As of April 30, 1992, after accounting for all receipts by and operating expenses of the receivers, there remained approximately £413,000.00 due to NCB under the Facility, not including the receivers' and attorneys' fees. On May 5, 1992, NCB filed an action in the Southern District of New York against the two guarantors, defendants Schuster and Venture, to recover the deficiency due NCB.

STANDARD OF REVIEW

It is plaintiffs' burden to establish the existence of personal jurisdiction over defendant. Serras v. First Tenn. Bank Nat'l Ass'n, 875 F.2d 1212, 1214 (6th Cir. 1989); Welsh v. Gibbs, 631 F.2d 436, 438 (6th Cir.1980). A court must interpret the pleadings and affidavits in the light most favorable to plaintiffs. Id. Where the court finds that there are no issues of credibility or disputed issues of fact, it may decide the motion on the basis of written materials. Andrews Univ. v. Robert Bell Indus., 685 F.Supp. 1015, 1017 (W.D.Mich. 1988).

APPLICABLE LAW

Michigan's general personal jurisdiction statute, Mich.Comp.Laws Ann. § 600.701, reads in relevant part:

The existence of any of the following relationships between an individual and the state shall constitute a sufficient basis of jurisdiction to enable the courts of record of this state to exercise general personal jurisdiction over the individual or his representative and to enable such courts to render personal judgments against the individual or representative.
(1) Presence in the state at the time when process is served.
(2) Domicile in the state at the time when process is served.
(3) Consent, to the extent authorized by the consent and subject to the limitations provided in section 745.

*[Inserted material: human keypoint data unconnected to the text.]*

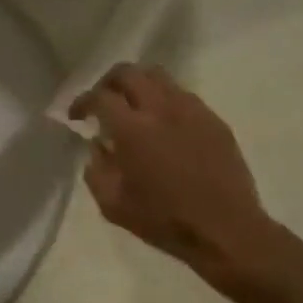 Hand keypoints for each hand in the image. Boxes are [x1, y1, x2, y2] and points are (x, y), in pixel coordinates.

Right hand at [70, 64, 277, 280]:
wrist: (225, 230)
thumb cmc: (164, 221)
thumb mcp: (113, 205)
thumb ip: (96, 169)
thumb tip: (97, 145)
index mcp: (132, 130)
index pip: (100, 97)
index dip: (82, 102)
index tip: (77, 116)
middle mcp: (161, 109)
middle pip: (128, 73)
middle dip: (108, 82)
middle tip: (102, 102)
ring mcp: (192, 110)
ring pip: (158, 76)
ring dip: (138, 85)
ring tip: (133, 107)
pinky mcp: (214, 119)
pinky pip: (183, 95)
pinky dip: (164, 100)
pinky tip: (164, 124) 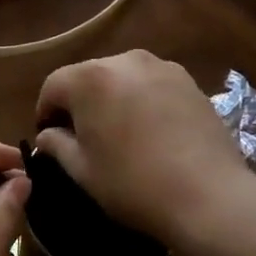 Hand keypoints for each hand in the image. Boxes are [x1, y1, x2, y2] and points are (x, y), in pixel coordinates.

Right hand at [33, 50, 255, 246]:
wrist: (209, 195)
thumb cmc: (134, 184)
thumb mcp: (84, 171)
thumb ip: (58, 145)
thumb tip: (47, 135)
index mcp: (89, 79)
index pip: (54, 85)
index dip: (46, 111)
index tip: (50, 137)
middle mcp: (122, 60)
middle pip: (88, 76)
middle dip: (80, 102)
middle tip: (84, 137)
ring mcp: (159, 66)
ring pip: (121, 77)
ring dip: (113, 98)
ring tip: (121, 133)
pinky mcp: (187, 79)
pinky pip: (150, 83)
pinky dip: (142, 99)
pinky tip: (152, 131) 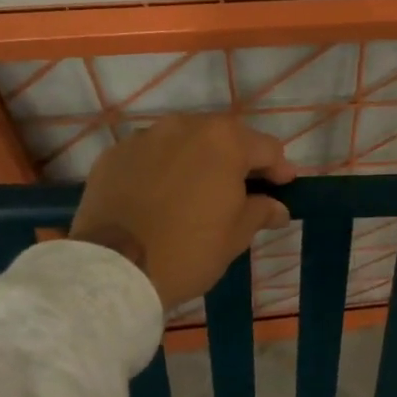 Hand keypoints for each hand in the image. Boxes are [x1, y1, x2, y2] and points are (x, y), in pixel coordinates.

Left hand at [70, 114, 295, 311]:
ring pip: (184, 142)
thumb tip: (277, 208)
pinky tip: (160, 196)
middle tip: (242, 189)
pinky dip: (162, 169)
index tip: (283, 188)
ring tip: (198, 190)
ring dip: (198, 160)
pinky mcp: (114, 154)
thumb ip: (260, 212)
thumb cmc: (188, 251)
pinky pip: (150, 155)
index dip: (279, 169)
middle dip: (237, 160)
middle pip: (224, 137)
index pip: (266, 148)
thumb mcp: (235, 236)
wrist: (113, 270)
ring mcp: (145, 137)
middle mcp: (185, 126)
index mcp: (224, 141) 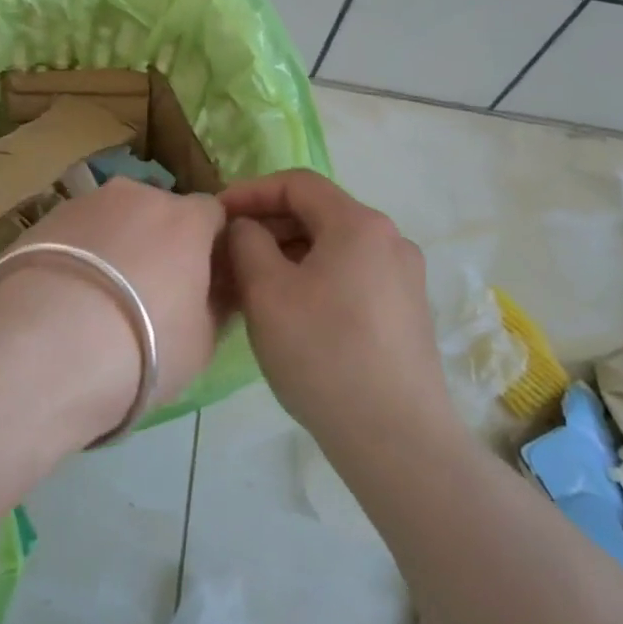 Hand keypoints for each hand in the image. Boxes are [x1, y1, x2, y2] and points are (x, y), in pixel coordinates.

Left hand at [0, 179, 227, 436]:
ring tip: (98, 299)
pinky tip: (64, 297)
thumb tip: (220, 288)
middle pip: (160, 212)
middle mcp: (136, 195)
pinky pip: (74, 234)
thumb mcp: (203, 342)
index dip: (211, 246)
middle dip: (161, 243)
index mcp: (186, 218)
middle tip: (150, 294)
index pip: (213, 215)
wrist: (44, 350)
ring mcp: (84, 202)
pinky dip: (78, 255)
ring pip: (113, 220)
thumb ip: (217, 304)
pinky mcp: (41, 220)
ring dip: (116, 246)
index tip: (203, 281)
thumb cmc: (143, 348)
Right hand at [220, 170, 456, 446]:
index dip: (250, 192)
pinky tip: (291, 312)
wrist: (396, 439)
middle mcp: (390, 240)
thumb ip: (246, 242)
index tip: (216, 215)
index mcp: (359, 224)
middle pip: (318, 214)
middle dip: (268, 226)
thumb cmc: (323, 353)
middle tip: (228, 253)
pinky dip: (315, 278)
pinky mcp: (407, 313)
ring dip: (289, 255)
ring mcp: (404, 278)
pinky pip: (351, 276)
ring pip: (334, 248)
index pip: (297, 184)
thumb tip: (245, 228)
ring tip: (252, 285)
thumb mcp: (266, 291) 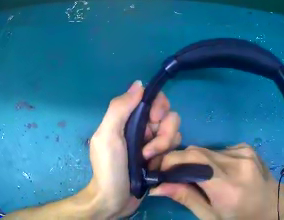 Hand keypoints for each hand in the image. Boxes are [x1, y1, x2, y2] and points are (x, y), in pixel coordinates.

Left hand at [88, 80, 181, 217]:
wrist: (114, 200)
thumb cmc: (109, 168)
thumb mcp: (108, 136)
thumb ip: (120, 108)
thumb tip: (138, 84)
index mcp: (128, 119)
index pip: (153, 100)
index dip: (159, 107)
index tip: (154, 120)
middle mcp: (142, 128)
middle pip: (168, 116)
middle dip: (163, 132)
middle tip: (149, 149)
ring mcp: (152, 143)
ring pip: (174, 132)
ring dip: (164, 146)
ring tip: (149, 160)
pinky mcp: (160, 157)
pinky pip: (175, 148)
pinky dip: (167, 155)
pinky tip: (155, 166)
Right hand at [149, 144, 283, 219]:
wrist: (272, 206)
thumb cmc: (241, 218)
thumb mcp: (211, 216)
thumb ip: (186, 198)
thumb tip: (158, 187)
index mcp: (228, 185)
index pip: (192, 161)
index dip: (169, 161)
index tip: (157, 169)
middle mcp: (237, 162)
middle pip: (197, 152)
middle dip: (179, 161)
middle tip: (171, 175)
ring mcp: (244, 152)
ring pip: (207, 150)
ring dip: (196, 162)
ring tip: (198, 178)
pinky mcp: (247, 148)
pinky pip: (220, 150)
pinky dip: (211, 159)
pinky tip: (217, 173) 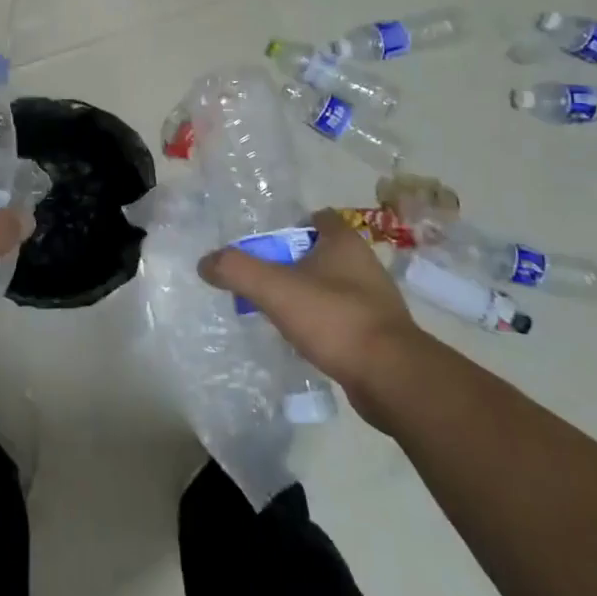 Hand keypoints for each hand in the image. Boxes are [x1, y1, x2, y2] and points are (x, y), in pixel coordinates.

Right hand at [198, 210, 424, 428]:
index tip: (263, 244)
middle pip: (319, 252)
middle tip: (260, 278)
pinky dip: (320, 323)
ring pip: (330, 286)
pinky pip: (340, 317)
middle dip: (291, 262)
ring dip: (305, 294)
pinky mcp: (378, 333)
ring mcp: (374, 300)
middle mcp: (364, 264)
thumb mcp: (275, 288)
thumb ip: (236, 269)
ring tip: (275, 310)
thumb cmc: (334, 318)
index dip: (288, 225)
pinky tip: (301, 338)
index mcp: (344, 242)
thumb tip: (205, 263)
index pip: (316, 217)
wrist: (391, 377) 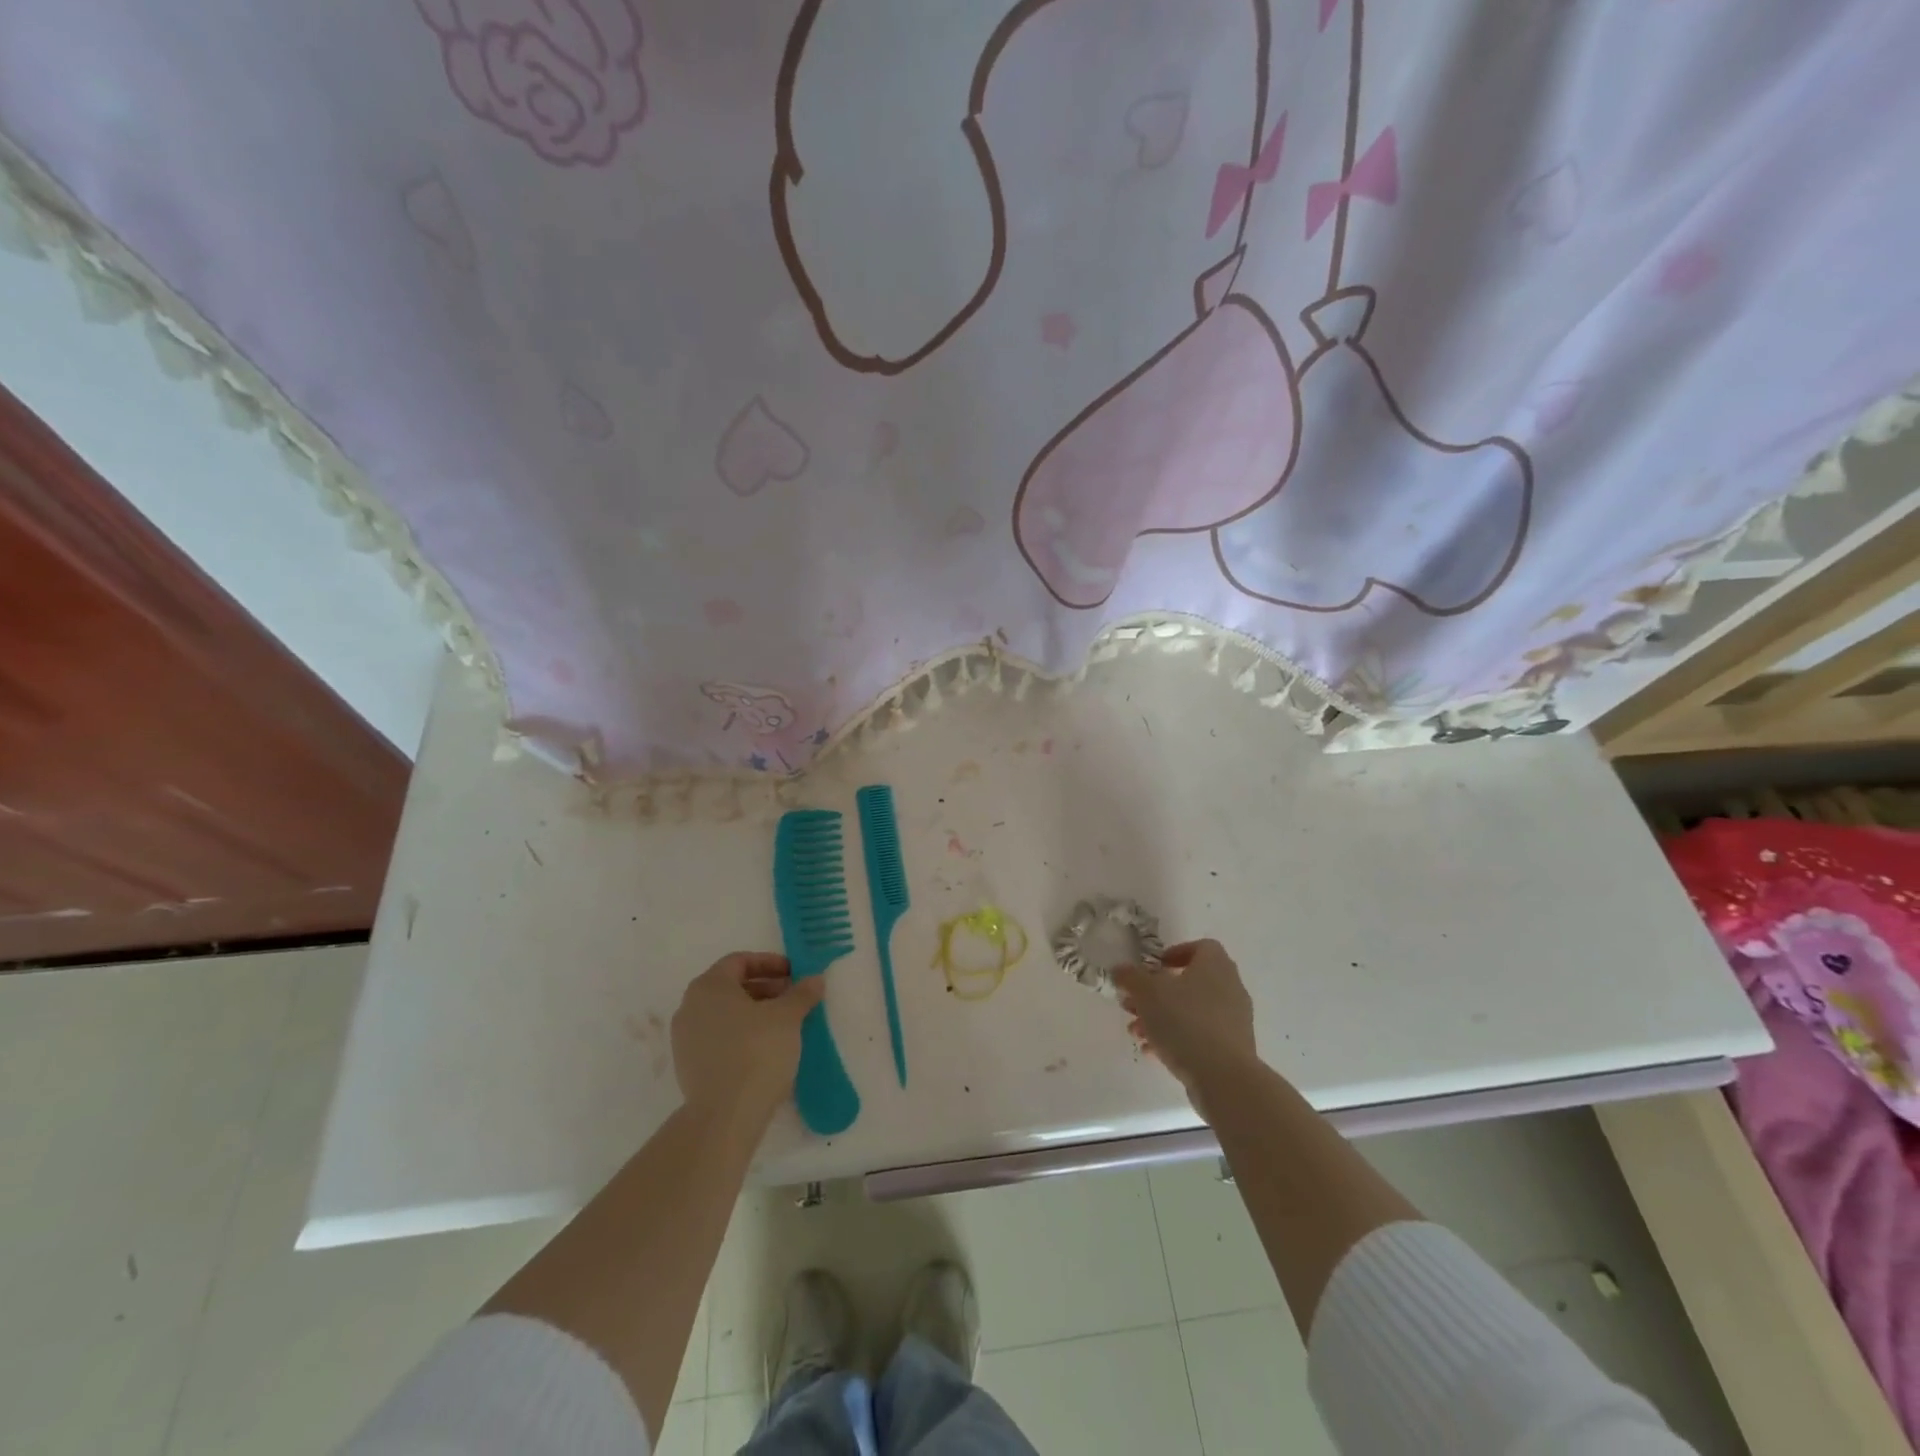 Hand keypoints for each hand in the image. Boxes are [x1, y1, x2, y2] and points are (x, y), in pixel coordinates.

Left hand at [671, 953, 824, 1129]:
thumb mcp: (788, 1017)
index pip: (739, 961)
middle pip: (731, 987)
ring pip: (725, 1014)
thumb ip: (802, 993)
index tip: (794, 974)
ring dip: (754, 1013)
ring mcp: (685, 1039)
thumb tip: (815, 979)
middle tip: (793, 998)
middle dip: (765, 989)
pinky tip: (765, 1049)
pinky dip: (741, 1035)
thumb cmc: (756, 1052)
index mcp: (709, 986)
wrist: (724, 1116)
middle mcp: (690, 1007)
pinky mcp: (688, 1067)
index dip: (770, 963)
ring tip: (783, 1025)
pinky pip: (718, 1038)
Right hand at [1112, 940, 1257, 1114]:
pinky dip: (1177, 1039)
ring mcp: (1234, 1020)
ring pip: (1191, 1010)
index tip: (1153, 968)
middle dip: (1157, 993)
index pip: (1201, 947)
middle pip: (1190, 982)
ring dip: (1161, 1018)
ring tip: (1137, 1033)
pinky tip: (1153, 1053)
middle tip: (1133, 1004)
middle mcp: (1230, 987)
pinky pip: (1200, 1035)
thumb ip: (1131, 977)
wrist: (1223, 1077)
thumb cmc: (1185, 1021)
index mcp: (1215, 965)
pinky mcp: (1233, 1048)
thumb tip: (1121, 970)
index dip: (1175, 953)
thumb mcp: (1147, 993)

Michigan's limited personal jurisdiction statute, Mich.Comp.Laws Ann. § 600.705, reads in relevant part:

The existence of any of the following relationships between an individual or his agent and the state shall constitute a sufficient basis of jurisdiction to enable a court of record of this state to exercise limited personal jurisdiction over the individual and to enable the court to render personal judgments against the individual or his representative arising out of an act which creates any of the following relationships:
(1) The transaction of any business within the state.
(2) The doing or causing any act to be done, or consequences to occur, in the state resulting in an action for tort.

Michigan's corporate general personal jurisdiction statute, Mich.Comp.Laws Ann. § 600.711, reads in relevant part:

The existence of any of the following relationships between a corporation and the state shall constitute a sufficient basis of jurisdiction to enable the courts of record of this state to exercise general personal jurisdiction over the corporation and to enable such courts to render personal judgments against the corporation.
(1) Incorporation under the laws of the state.
(2) Consent, to the extent authorized by the consent and subject to the limitations provided in section 745.